··· Exercise inputs

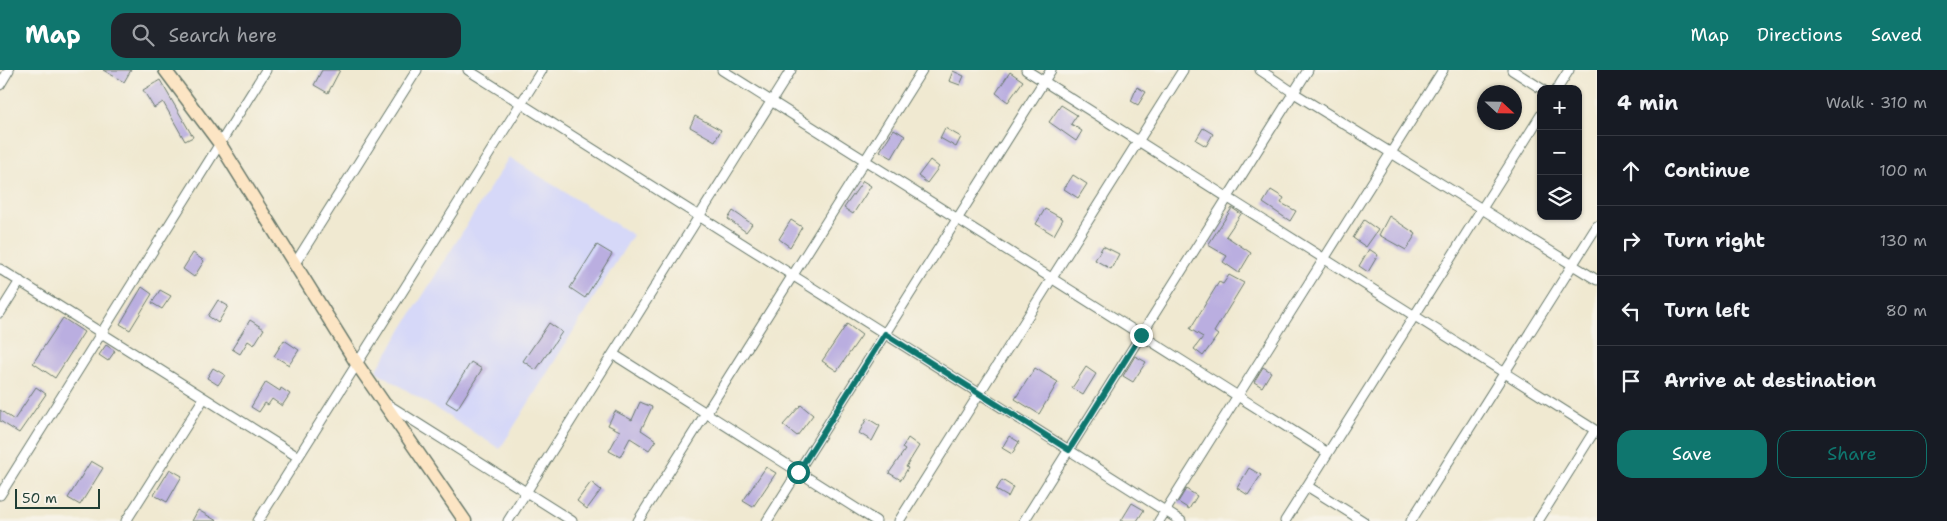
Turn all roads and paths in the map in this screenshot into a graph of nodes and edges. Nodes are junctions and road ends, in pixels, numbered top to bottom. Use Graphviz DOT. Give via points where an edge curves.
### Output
graph roads {
  1 [pos="9,70"];
  2 [pos="165,70"];
  3 [pos="266,70"];
  4 [pos="417,70"];
  5 [pos="468,70"];
  6 [pos="542,70"];
  7 [pos="722,70"];
  8 [pos="791,70"];
  9 [pos="922,70"];
  10 [pos="1026,70"];
  11 [pos="1051,70"];
  12 [pos="1183,70"];
  13 [pos="1260,70"];
  14 [pos="1308,70"];
  15 [pos="1443,70"];
  16 [pos="1512,70"];
  17 [pos="1569,70"];
  18 [pos="1044,81"];
  19 [pos="0,85"];
  20 [pos="1560,85"];
  21 [pos="1537,86"];
  22 [pos="1294,93"];
  23 [pos="772,101"];
  24 [pos="521,104"];
  25 [pos="1537,121"];
  26 [pos="1138,141"];
  27 [pos="220,144"];
  28 [pos="1391,153"];
  29 [pos="866,160"];
  30 [pos="1228,198"];
  31 [pos="1482,209"];
  32 [pos="699,216"];
  33 [pos="957,219"];
  34 [pos="1597,226"];
  35 [pos="1324,259"];
  36 [pos="294,265"];
  37 [pos="1573,265"];
  38 [pos="0,269"];
  39 [pos="793,276"];
  40 [pos="1052,278"];
  41 [pos="1597,280"];
  42 [pos="20,282"];
  43 [pos="0,313"];
  44 [pos="1414,316"];
  45 [pos="102,333"];
  46 [pos="885,334"];
  47 [pos="1141,335"];
  48 [pos="612,354"];
  49 [pos="357,364"];
  50 [pos="1504,373"];
  51 [pos="979,393"];
  52 [pos="1238,396"];
  53 [pos="204,398"];
  54 [pos="381,400"];
  55 [pos="706,414"];
  56 [pos="1069,450"];
  57 [pos="1328,453"];
  58 [pos="298,457"];
  59 [pos="798,472"];
  60 [pos="1307,486"];
  61 [pos="526,492"];
  62 [pos="0,496"];
  63 [pos="1165,511"];
  64 [pos="126,521"];
  65 [pos="258,521"];
  66 [pos="465,521"];
  67 [pos="508,521"];
  68 [pos="572,521"];
  69 [pos="638,521"];
  70 [pos="767,521"];
  71 [pos="876,521"];
  72 [pos="899,521"];
  73 [pos="1024,521"];
  74 [pos="1159,521"];
  75 [pos="1181,521"];
  76 [pos="1285,521"];
  77 [pos="1363,521"];
  78 [pos="1411,521"];
  79 [pos="1538,521"];
  1 -- 19 [label="street"];
  2 -- 27 [label="street"];
  3 -- 27 [label="street"];
  4 -- 36 [label="street"];
  5 -- 24 [label="street"];
  6 -- 24 [label="street"];
  7 -- 23 [label="street"];
  8 -- 23 [label="street"];
  9 -- 29 [label="street"];
  10 -- 18 [label="street"];
  11 -- 18 [label="street"];
  12 -- 26 [label="street"];
  13 -- 22 [label="street"];
  14 -- 22 [label="street"];
  15 -- 28 [label="street"];
  16 -- 21 [label="street"];
  17 -- 20 [label="street"];
  18 -- 26 [label="street"];
  18 -- 33 [label="street"];
  22 -- 28 [label="street"];
  22 -- 30 [label="street"];
  23 -- 29 [label="street"];
  23 -- 32 [label="street"];
  24 -- 32 [label="street"];
  24 -- 49 [label="street"];
  25 -- 31 [label="street"];
  26 -- 30 [label="street"];
  26 -- 40 [label="street"];
  27 -- 36 [label="street"];
  27 -- 45 [label="street"];
  28 -- 31 [label="street"];
  28 -- 35 [label="street"];
  29 -- 33 [label="street"];
  29 -- 39 [label="street"];
  30 -- 35 [label="street"];
  30 -- 47 [label="street"];
  31 -- 37 [label="street"];
  31 -- 44 [label="street"];
  32 -- 39 [label="street"];
  32 -- 48 [label="street"];
  33 -- 40 [label="street"];
  33 -- 46 [label="street"];
  34 -- 37 [label="street"];
  35 -- 44 [label="street"];
  35 -- 52 [label="street"];
  36 -- 49 [label="street"];
  37 -- 41 [label="street"];
  37 -- 50 [label="street"];
  38 -- 42 [label="street"];
  39 -- 46 [label="street"];
  39 -- 55 [label="street"];
  40 -- 47 [label="street"];
  40 -- 51 [label="street"];
  42 -- 43 [label="street"];
  42 -- 45 [label="street"];
  44 -- 50 [label="street"];
  44 -- 57 [label="street"];
  45 -- 53 [label="street"];
  45 -- 62 [label="street"];
  46 -- 51 [label="street"];
  46 -- 59 [label="street"];
  47 -- 52 [label="street"];
  47 -- 56 [label="street"];
  48 -- 55 [label="street"];
  48 -- 61 [label="street"];
  49 -- 54 [label="street"];
  49 -- 58 [label="street"];
  50 -- 78 [label="street"];
  50 -- 79 [label="street" via="1595,430"];
  51 -- 56 [label="street"];
  51 -- 72 [label="street"];
  52 -- 57 [label="street"];
  52 -- 63 [label="street"];
  53 -- 58 [label="street"];
  53 -- 64 [label="street"];
  54 -- 61 [label="street"];
  54 -- 66 [label="street"];
  55 -- 59 [label="street"];
  55 -- 69 [label="street"];
  56 -- 63 [label="street"];
  56 -- 73 [label="street"];
  57 -- 60 [label="street"];
  58 -- 65 [label="street"];
  59 -- 70 [label="street"];
  59 -- 71 [label="street"];
  60 -- 76 [label="street"];
  60 -- 77 [label="street"];
  61 -- 67 [label="street"];
  61 -- 68 [label="street"];
  63 -- 74 [label="street"];
  63 -- 75 [label="street"];
}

······

→ Required action: Each entry above should be copied exactly. The pictures should not.

→ Completed exercise:
Turn all roads and paths in the map in this screenshot into a graph of nodes and edges. Nodes are junctions and road ends, in pixels, numbered top to bottom. Use Graphviz DOT. Give via points where an edge curves.
### Output
graph roads {
  1 [pos="9,70"];
  2 [pos="165,70"];
  3 [pos="266,70"];
  4 [pos="417,70"];
  5 [pos="468,70"];
  6 [pos="542,70"];
  7 [pos="722,70"];
  8 [pos="791,70"];
  9 [pos="922,70"];
  10 [pos="1026,70"];
  11 [pos="1051,70"];
  12 [pos="1183,70"];
  13 [pos="1260,70"];
  14 [pos="1308,70"];
  15 [pos="1443,70"];
  16 [pos="1512,70"];
  17 [pos="1569,70"];
  18 [pos="1044,81"];
  19 [pos="0,85"];
  20 [pos="1560,85"];
  21 [pos="1537,86"];
  22 [pos="1294,93"];
  23 [pos="772,101"];
  24 [pos="521,104"];
  25 [pos="1537,121"];
  26 [pos="1138,141"];
  27 [pos="220,144"];
  28 [pos="1391,153"];
  29 [pos="866,160"];
  30 [pos="1228,198"];
  31 [pos="1482,209"];
  32 [pos="699,216"];
  33 [pos="957,219"];
  34 [pos="1597,226"];
  35 [pos="1324,259"];
  36 [pos="294,265"];
  37 [pos="1573,265"];
  38 [pos="0,269"];
  39 [pos="793,276"];
  40 [pos="1052,278"];
  41 [pos="1597,280"];
  42 [pos="20,282"];
  43 [pos="0,313"];
  44 [pos="1414,316"];
  45 [pos="102,333"];
  46 [pos="885,334"];
  47 [pos="1141,335"];
  48 [pos="612,354"];
  49 [pos="357,364"];
  50 [pos="1504,373"];
  51 [pos="979,393"];
  52 [pos="1238,396"];
  53 [pos="204,398"];
  54 [pos="381,400"];
  55 [pos="706,414"];
  56 [pos="1069,450"];
  57 [pos="1328,453"];
  58 [pos="298,457"];
  59 [pos="798,472"];
  60 [pos="1307,486"];
  61 [pos="526,492"];
  62 [pos="0,496"];
  63 [pos="1165,511"];
  64 [pos="126,521"];
  65 [pos="258,521"];
  66 [pos="465,521"];
  67 [pos="508,521"];
  68 [pos="572,521"];
  69 [pos="638,521"];
  70 [pos="767,521"];
  71 [pos="876,521"];
  72 [pos="899,521"];
  73 [pos="1024,521"];
  74 [pos="1159,521"];
  75 [pos="1181,521"];
  76 [pos="1285,521"];
  77 [pos="1363,521"];
  78 [pos="1411,521"];
  79 [pos="1538,521"];
  1 -- 19 [label="street"];
  2 -- 27 [label="street"];
  3 -- 27 [label="street"];
  4 -- 36 [label="street"];
  5 -- 24 [label="street"];
  6 -- 24 [label="street"];
  7 -- 23 [label="street"];
  8 -- 23 [label="street"];
  9 -- 29 [label="street"];
  10 -- 18 [label="street"];
  11 -- 18 [label="street"];
  12 -- 26 [label="street"];
  13 -- 22 [label="street"];
  14 -- 22 [label="street"];
  15 -- 28 [label="street"];
  16 -- 21 [label="street"];
  17 -- 20 [label="street"];
  18 -- 26 [label="street"];
  18 -- 33 [label="street"];
  22 -- 28 [label="street"];
  22 -- 30 [label="street"];
  23 -- 29 [label="street"];
  23 -- 32 [label="street"];
  24 -- 32 [label="street"];
  24 -- 49 [label="street"];
  25 -- 31 [label="street"];
  26 -- 30 [label="street"];
  26 -- 40 [label="street"];
  27 -- 36 [label="street"];
  27 -- 45 [label="street"];
  28 -- 31 [label="street"];
  28 -- 35 [label="street"];
  29 -- 33 [label="street"];
  29 -- 39 [label="street"];
  30 -- 35 [label="street"];
  30 -- 47 [label="street"];
  31 -- 37 [label="street"];
  31 -- 44 [label="street"];
  32 -- 39 [label="street"];
  32 -- 48 [label="street"];
  33 -- 40 [label="street"];
  33 -- 46 [label="street"];
  34 -- 37 [label="street"];
  35 -- 44 [label="street"];
  35 -- 52 [label="street"];
  36 -- 49 [label="street"];
  37 -- 41 [label="street"];
  37 -- 50 [label="street"];
  38 -- 42 [label="street"];
  39 -- 46 [label="street"];
  39 -- 55 [label="street"];
  40 -- 47 [label="street"];
  40 -- 51 [label="street"];
  42 -- 43 [label="street"];
  42 -- 45 [label="street"];
  44 -- 50 [label="street"];
  44 -- 57 [label="street"];
  45 -- 53 [label="street"];
  45 -- 62 [label="street"];
  46 -- 51 [label="street"];
  46 -- 59 [label="street"];
  47 -- 52 [label="street"];
  47 -- 56 [label="street"];
  48 -- 55 [label="street"];
  48 -- 61 [label="street"];
  49 -- 54 [label="street"];
  49 -- 58 [label="street"];
  50 -- 78 [label="street"];
  50 -- 79 [label="street" via="1595,430"];
  51 -- 56 [label="street"];
  51 -- 72 [label="street"];
  52 -- 57 [label="street"];
  52 -- 63 [label="street"];
  53 -- 58 [label="street"];
  53 -- 64 [label="street"];
  54 -- 61 [label="street"];
  54 -- 66 [label="street"];
  55 -- 59 [label="street"];
  55 -- 69 [label="street"];
  56 -- 63 [label="street"];
  56 -- 73 [label="street"];
  57 -- 60 [label="street"];
  58 -- 65 [label="street"];
  59 -- 70 [label="street"];
  59 -- 71 [label="street"];
  60 -- 76 [label="street"];
  60 -- 77 [label="street"];
  61 -- 67 [label="street"];
  61 -- 68 [label="street"];
  63 -- 74 [label="street"];
  63 -- 75 [label="street"];
}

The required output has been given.